I’ve been reading Oz and Beyond: The Fantasy World of L. Frank Baum, by Michael D. Riley, which is about Baum’s life and the worlds that he created. It’s a folklore that feels very American, and yet it’s a mythology that few have drawn on: John Kessel’s The Baum Plan for Financial Independence and Tad Williams’s Otherland (which has some delightfully demented riffs on Oz) are two that occur to me. I’d love to see more using it for sure. A recent anthology, Shadows of the Emerald City, holds short stories influenced by Oz. (I was delighted to find it for $2.99 on the Kindle and am looking forward to reading it.) (Later edit: Let me add Tom Doyle’s well-done story, “The Wizard of Macatawa,” to the list of Oz-inspired works.)
At the same time, it’s part of Baum’s theory of fantasy that can be used to lead the discussion back in the direction of urban fantasy (beside the alternate direction where I go on about how much I’d like to see urban fantasy that draws on Oz and what forms that might take).

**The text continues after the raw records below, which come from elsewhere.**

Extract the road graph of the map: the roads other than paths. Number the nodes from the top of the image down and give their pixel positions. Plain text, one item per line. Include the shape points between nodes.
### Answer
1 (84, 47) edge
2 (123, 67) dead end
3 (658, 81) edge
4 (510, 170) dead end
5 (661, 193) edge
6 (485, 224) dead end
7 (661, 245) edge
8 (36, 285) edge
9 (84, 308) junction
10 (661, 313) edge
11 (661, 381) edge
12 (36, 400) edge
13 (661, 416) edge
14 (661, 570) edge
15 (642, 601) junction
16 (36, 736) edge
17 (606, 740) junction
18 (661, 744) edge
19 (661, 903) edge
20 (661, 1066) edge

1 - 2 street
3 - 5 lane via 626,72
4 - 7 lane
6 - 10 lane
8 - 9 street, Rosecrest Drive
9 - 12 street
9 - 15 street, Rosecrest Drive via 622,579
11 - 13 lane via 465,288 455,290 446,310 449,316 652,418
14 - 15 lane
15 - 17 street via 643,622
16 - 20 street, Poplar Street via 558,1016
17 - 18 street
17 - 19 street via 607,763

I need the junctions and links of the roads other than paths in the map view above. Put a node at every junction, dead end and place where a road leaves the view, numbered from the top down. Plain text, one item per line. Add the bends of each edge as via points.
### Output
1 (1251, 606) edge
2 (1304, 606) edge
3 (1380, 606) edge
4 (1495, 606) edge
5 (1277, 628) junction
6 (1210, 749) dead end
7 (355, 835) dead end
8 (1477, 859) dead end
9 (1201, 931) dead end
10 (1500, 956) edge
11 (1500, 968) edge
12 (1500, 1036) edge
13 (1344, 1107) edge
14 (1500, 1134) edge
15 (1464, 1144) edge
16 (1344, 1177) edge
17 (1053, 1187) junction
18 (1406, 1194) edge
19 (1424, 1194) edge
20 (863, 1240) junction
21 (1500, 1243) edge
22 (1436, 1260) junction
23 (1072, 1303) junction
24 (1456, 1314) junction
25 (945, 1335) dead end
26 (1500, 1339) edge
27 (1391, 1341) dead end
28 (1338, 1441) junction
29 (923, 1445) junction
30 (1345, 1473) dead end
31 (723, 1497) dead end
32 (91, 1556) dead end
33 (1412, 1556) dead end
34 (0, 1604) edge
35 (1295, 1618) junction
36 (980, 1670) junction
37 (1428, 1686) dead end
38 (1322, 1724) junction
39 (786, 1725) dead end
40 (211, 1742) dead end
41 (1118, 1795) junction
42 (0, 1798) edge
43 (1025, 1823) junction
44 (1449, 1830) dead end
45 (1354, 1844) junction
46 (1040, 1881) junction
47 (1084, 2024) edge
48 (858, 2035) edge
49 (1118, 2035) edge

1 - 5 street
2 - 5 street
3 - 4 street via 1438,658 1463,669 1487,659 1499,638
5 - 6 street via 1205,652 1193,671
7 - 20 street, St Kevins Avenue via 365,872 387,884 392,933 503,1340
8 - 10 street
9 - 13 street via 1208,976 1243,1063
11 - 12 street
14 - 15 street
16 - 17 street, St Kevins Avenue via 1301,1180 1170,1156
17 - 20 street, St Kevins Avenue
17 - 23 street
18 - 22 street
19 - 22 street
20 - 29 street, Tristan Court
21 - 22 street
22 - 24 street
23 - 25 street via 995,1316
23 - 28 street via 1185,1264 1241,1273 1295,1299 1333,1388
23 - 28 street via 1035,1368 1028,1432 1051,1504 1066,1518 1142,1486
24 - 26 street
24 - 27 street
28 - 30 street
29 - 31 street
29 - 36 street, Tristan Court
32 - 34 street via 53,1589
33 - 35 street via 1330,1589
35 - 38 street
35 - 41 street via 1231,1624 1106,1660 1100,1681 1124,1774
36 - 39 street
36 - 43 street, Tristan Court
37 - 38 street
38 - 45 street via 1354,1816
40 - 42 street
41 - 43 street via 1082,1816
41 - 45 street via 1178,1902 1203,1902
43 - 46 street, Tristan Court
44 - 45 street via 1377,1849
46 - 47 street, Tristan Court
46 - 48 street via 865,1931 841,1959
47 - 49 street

Baum posited six kinds of fantasy:
- Stories that deal with marvelous machines and inventions of the future.
- Stories that take place completely in the imaginary world without the appearance of any character from our own world.
- Stories that explain origins (like Baum’s story about Santa Claus)
- The adventures of American characters “in the Perilous Realm or upon its shadowy marches”
- The adventures of fairies in our own world
- The animal fairy story
Urban fantasy falls into that fifth catagory, with “fairies” standing in for a multitude of supernatural creatures (I just picked up a Judith Fennell one with a male mermaid). Sometimes the protagonist is human – maybe fifty-fifty, maybe a little more in one direction or the other – but supernatural creatures are always there, in one form or another.
Does that seem like a fair thing to nail into a definition of urban fantasy?